La riduzione con eventuali sconti sulle tariffe per l’RC auto, ecco quanto richiede il garante per la sorveglianza dei prezzi Antonio Lirosi. Secondo l’Istat nell’anno passato queste tariffe hanno subito un aumento del 2,5 per cento. La richiesta viene dopo l’incontro con il presidente dell’Isvap e dell’Ania. Proprio quest’ultimo ha dichiarato che aspetterà fino ad aprile-maggio per avere i dati definitivi del 2007.
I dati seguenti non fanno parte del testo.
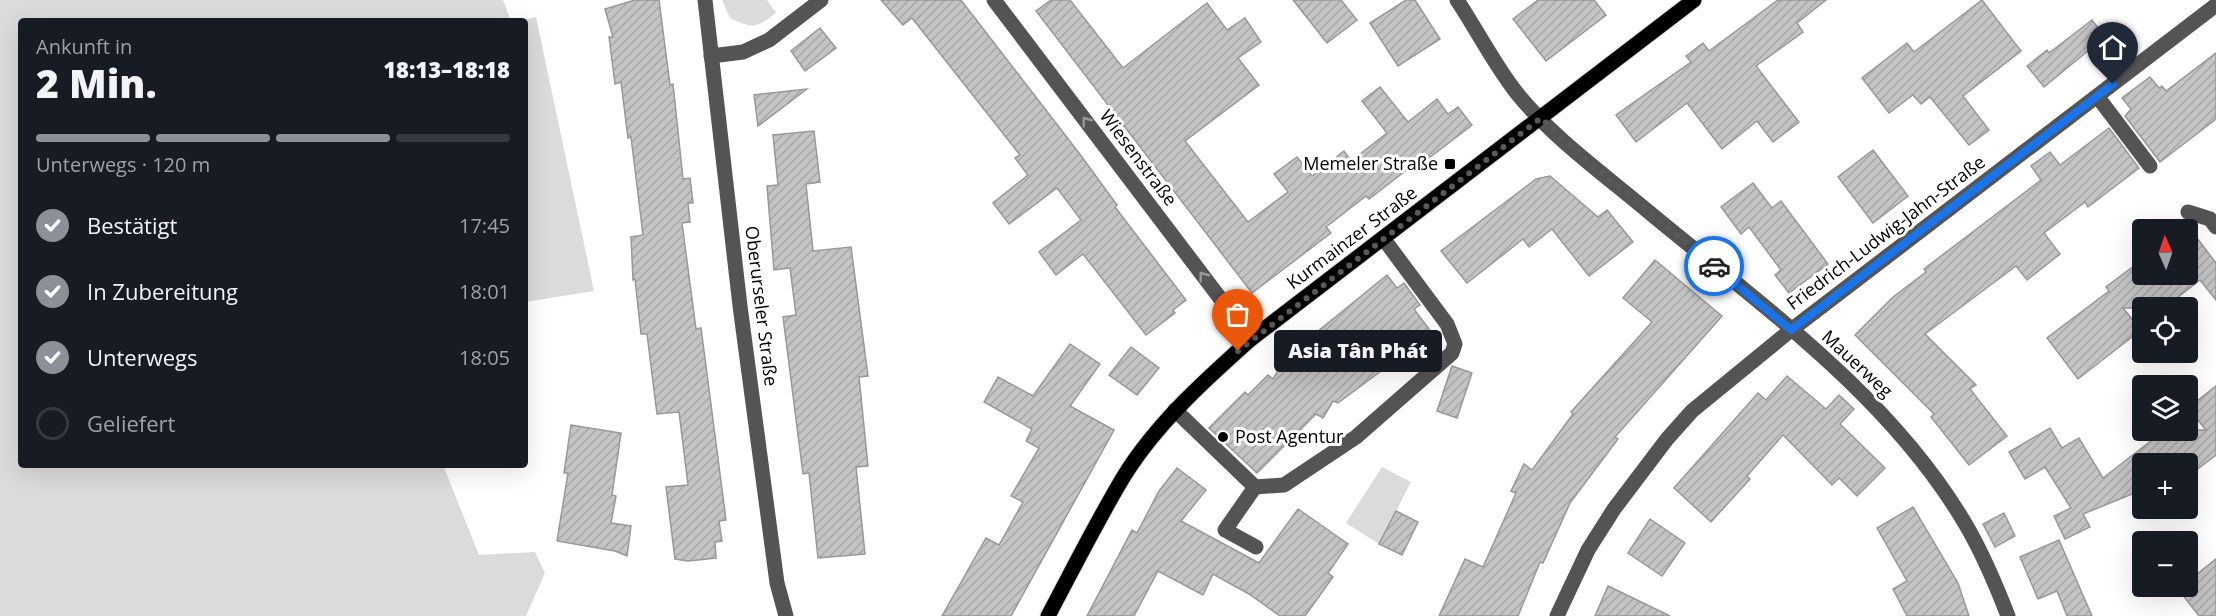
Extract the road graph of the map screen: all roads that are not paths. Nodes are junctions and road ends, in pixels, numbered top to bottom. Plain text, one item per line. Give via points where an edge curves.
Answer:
1 (705, 0) edge
2 (821, 0) edge
3 (994, 0) edge
4 (1457, 0) edge
5 (1694, 0) edge
6 (2216, 5) edge
7 (711, 56) junction
8 (2097, 96) junction
9 (1541, 118) junction
10 (2150, 166) dead end
11 (2188, 212) dead end
12 (2216, 227) edge
13 (1383, 238) junction
14 (1791, 330) junction
15 (1251, 339) junction
16 (1175, 410) junction
17 (1255, 487) junction
18 (1256, 547) dead end
19 (786, 616) edge
20 (1048, 616) edge
21 (1557, 616) edge
22 (2008, 616) edge

1 - 7 street, Oberurseler Straße
2 - 7 street via 769,40 743,52
15 -> 3 street, Wiesenstraße
4 - 9 street via 1516,92
5 - 9 main road, Kurmainzer Straße
6 - 8 street, Friedrich-Ludwig-Jahn-Straße
7 - 19 street, Oberurseler Straße via 777,583
8 - 10 street
8 - 14 street, Friedrich-Ludwig-Jahn-Straße
9 - 13 main road, Kurmainzer Straße
9 - 14 street, Mauerweg
11 - 12 street via 2210,219
13 - 15 main road, Kurmainzer Straße
13 - 17 street via 1448,324 1455,344 1452,353 1356,437 1284,485
14 - 21 street, Friedrich-Ludwig-Jahn-Straße via 1692,411 1667,439 1588,550
14 - 22 street, Mauerweg via 1831,363 1916,452 1966,525
15 - 16 main road, Kurmainzer Straße
16 - 17 street
16 - 20 main road, Kurmainzer Straße via 1125,474
17 - 18 street via 1225,530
Lirosi, in un incontro con i giornalisti, ha sottolineato che l’aumento dell’Rc auto è al sesto posto fra i prodotti più segnalati dai cittadini come cari dopo latte fresco, pane, pasta, benzina e gas. Mister prezzi ha annunciato che per settembre-ottobre dovrebbe essere possibile in internet avere un quadro delle offerte delle varie compagnie con le cinque più convenienti in modo da poter confrontare le tariffe. Per Fabio Cerchiai, presidente dell’Ania, nell’anno appena passato si è intensificato il calo del prezzo medio della assicurazione Rc auto, diminuito di ben 2 punti percentuali rispetto al 2006. La diminuzione era stata pari a 0,8 per cento nel 2006 e all’1,5 per cento nel 2005. È in corso un reale raffreddamento dei prezzi e quello praticato si discosta molto dal listino”.


Questi dati però vanno in netto contrasto con quando indicato da Istat e Isvap, per Lirosi:“è relativo all’andamento del fatturato, e non va preso in considerazione perché contraddittorio e beffardo, in quanto diverso dall’andamento delle tariffe e dei prezzi pagati dagli automobilisti”. Il fatturato, ha spiegato Lirosi, “dovrebbe tener conto degli effetti del bonus, cioè le riduzioni del premio attese da coloro che non hanno fatto incidenti. Se il fatturato è stabile o ridotto del 2 per cento e la maggioranza degli automobilisti è virtuosa ma non vede effetti positivi, significa che alzano le tariffe”.

Mister Prezzi ha poi rilevato che “il livello delle tariffe assoluto fra diciottenni e assicurati di altre classi è molto diverso” e che “sono sempre più onerose per i diciottenni, per gli assicurati di alcuni territori, per tipo di vettura ma soprattutto per chi ha una moto”.